Introduction
La caféine est l’un des ergogènes les plus étudiés en raison de son effet sur la performance physique et la vigilance mentale. De nombreuses recherches ont mis en évidence son potentiel à améliorer la force musculaire, l’endurance et la concentration. Cependant, son efficacité varie en fonction de plusieurs facteurs, dont le moment de la prise et la dose consommée. L’un des aspects encore peu explorés concerne l’impact de la consommation de caféine en fonction du moment de la journée, notamment le matin par rapport au soir. L’étude de Bougrine et al. (2024) s’est intéressée à cette problématique en analysant l’effet de différentes doses de caféine sur la performance physique maximale et les effets secondaires potentiels chez des athlètes féminines peu consommatrices de caféine.
Objectifs de l’étude
Objectif principal
L’objectif principal de cette recherche était d’examiner comment différentes doses de caféine (3 mg/kg et 6 mg/kg) influencent la performance physique et les effets secondaires, selon qu’elles soient consommées le matin ou le soir. Les chercheurs ont cherché à déterminer si la caféine présente le même effet stimulant en soirée qu’en matinée et si une dose plus élevée offre un avantage significatif par rapport à une dose plus faible.
Objectifs secondaires
En complément de l’objectif principal, l’étude a cherché à explorer les effets de la caféine sur la perception de l’effort (RPE) et la survenue d’effets indésirables tels que la tachycardie, les troubles gastro-intestinaux et l’insomnie. Un autre objectif était d’évaluer si les bénéfices de la caféine étaient compensés par d’éventuels effets négatifs, particulièrement lorsque celle-ci était consommée en soirée.
Méthodologie
Profil des participantes
L’étude a été menée auprès de 15 jeunes athlètes féminines évoluant en handball, avec un âge moyen de 18,3 ans. Les participantes étaient peu consommatrices de caféine, avec une consommation quotidienne inférieure à 0,99 mg/kg/jour. Ce critère a permis de limiter les biais liés à l’accoutumance et d’évaluer les effets réels de la caféine sur la performance.
Protocole expérimental
Les participantes ont été soumises à six séances de test, comprenant trois conditions de supplémentation (placebo, 3 mg/kg de caféine et 6 mg/kg de caféine) à deux moments de la journée (matin et soir). Chaque condition était espacée d’un minimum de 72 heures afin d’éviter toute interaction entre les tests.
Avant chaque test, les participantes recevaient leur supplément une heure avant l’évaluation afin d’optimiser l’absorption de la caféine. Les tests ont été réalisés entre 8h et 9h du matin et entre 18h et 19h le soir, suivant un protocole standardisé.
Évaluations de la performance
Plusieurs tests ont été utilisés pour mesurer la performance physique :
- Le saut contre-mouvement (CMJ) pour évaluer l’explosivité.
- Le test d’agilité modifié (MATT) pour mesurer la vitesse et les changements de direction.
- Le test de sprint répété (RSA) pour analyser la capacité à répéter des efforts intenses.
- L’échelle de perception de l’effort (RPE) pour évaluer la difficulté ressentie lors de l’effort.
En complément, un questionnaire sur les effets secondaires liés à la caféine a été administré à la fin de chaque séance.
Résultats
Effet de la caféine sur la performance physique
L’analyse des performances a révélé que les athlètes avaient de meilleures performances en soirée qu’en matinée dans la condition placebo. Cependant, la consommation de caféine a permis d’atténuer cette différence.

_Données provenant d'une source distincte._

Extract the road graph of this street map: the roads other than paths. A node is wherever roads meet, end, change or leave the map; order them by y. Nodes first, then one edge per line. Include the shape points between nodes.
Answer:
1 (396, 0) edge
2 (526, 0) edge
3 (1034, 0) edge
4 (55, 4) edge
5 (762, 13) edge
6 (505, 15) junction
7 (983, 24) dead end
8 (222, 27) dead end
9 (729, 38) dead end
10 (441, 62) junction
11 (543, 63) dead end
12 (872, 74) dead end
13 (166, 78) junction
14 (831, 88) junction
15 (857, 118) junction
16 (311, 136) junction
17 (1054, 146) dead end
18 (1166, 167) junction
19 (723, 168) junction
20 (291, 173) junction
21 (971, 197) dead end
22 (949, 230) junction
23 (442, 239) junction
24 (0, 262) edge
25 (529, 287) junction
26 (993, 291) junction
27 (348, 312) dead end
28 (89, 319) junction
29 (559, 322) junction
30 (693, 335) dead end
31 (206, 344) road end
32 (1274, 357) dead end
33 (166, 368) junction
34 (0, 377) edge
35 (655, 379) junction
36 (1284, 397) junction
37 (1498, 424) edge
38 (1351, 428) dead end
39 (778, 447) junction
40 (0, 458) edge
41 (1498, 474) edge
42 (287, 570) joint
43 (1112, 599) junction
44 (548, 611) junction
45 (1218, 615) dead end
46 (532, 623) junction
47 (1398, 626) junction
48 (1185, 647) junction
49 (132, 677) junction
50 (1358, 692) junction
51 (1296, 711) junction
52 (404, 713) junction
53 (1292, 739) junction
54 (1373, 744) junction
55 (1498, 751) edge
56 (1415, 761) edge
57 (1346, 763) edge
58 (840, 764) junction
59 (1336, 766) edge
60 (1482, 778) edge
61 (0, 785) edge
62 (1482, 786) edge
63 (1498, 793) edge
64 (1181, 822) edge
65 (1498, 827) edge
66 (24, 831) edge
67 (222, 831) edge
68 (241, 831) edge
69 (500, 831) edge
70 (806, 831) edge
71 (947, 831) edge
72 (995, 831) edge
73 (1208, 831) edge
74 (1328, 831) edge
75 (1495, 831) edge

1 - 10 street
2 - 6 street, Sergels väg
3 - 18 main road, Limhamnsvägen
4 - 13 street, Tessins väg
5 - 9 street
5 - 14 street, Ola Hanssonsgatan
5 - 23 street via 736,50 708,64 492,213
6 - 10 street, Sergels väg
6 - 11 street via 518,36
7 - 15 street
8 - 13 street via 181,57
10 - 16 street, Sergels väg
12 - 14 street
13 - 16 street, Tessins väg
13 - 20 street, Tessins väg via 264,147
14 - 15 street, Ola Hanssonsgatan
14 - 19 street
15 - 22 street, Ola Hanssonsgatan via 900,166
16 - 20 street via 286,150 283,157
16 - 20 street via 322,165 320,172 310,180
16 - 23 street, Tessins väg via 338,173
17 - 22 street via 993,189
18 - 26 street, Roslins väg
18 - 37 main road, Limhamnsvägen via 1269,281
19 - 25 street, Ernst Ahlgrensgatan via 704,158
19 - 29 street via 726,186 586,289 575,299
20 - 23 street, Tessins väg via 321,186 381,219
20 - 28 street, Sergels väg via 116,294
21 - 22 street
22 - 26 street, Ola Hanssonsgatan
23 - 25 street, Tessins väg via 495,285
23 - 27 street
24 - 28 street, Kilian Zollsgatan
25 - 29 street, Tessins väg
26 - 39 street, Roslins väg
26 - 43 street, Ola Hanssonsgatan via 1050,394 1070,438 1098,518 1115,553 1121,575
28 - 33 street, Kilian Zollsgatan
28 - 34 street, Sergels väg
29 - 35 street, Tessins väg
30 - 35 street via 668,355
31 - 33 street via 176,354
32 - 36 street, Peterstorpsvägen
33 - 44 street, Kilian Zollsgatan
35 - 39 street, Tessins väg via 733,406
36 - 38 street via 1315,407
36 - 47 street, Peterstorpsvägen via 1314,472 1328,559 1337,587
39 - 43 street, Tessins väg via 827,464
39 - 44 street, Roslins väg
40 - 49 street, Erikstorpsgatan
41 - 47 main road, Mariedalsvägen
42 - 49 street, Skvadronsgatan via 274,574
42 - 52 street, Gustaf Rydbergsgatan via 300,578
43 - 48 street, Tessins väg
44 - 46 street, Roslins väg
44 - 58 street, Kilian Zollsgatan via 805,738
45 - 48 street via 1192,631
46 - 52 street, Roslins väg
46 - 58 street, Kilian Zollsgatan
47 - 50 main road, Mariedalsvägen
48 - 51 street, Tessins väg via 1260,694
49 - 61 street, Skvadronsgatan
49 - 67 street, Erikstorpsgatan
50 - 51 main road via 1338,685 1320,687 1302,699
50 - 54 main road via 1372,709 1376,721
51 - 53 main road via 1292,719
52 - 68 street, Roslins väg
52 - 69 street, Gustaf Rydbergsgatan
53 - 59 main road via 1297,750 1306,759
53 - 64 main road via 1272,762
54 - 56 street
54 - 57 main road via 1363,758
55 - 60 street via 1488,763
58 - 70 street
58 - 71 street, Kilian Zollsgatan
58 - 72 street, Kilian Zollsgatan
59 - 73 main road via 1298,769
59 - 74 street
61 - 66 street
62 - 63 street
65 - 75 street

Dans le saut contre-mouvement (CMJ), l’amélioration observée avec la caféine était plus marquée le matin qu’en soirée. La dose de 3 mg/kg a augmenté la performance matinale de 2,5 % tandis que 6 mg/kg l’a améliorée de 3,8 %. En revanche, aucun effet significatif n’a été constaté en soirée.
Concernant le test d’agilité modifié (MATT), la performance était 6,4 % supérieure en soirée sous placebo. La consommation de 6 mg/kg de caféine a permis d’améliorer la performance matinale de 4,5 %, mais aucune amélioration notable n’a été constatée avec 3 mg/kg ou en soirée.
Dans le test de sprint répété (RSA), la performance moyenne était également meilleure le soir. La consommation de 6 mg/kg de caféine a permis une amélioration de 3,5 % le matin, alors que la dose de 3 mg/kg n’a induit qu’un gain de 1,1 %. Comme pour les autres tests, aucune amélioration significative n’a été observée avec la caféine en soirée.
Effets secondaires et perception de l’effort
L’échelle de perception de l’effort (RPE) a révélé que l’effort était perçu comme légèrement plus difficile en soirée qu’en matinée, sans lien clair avec la caféine.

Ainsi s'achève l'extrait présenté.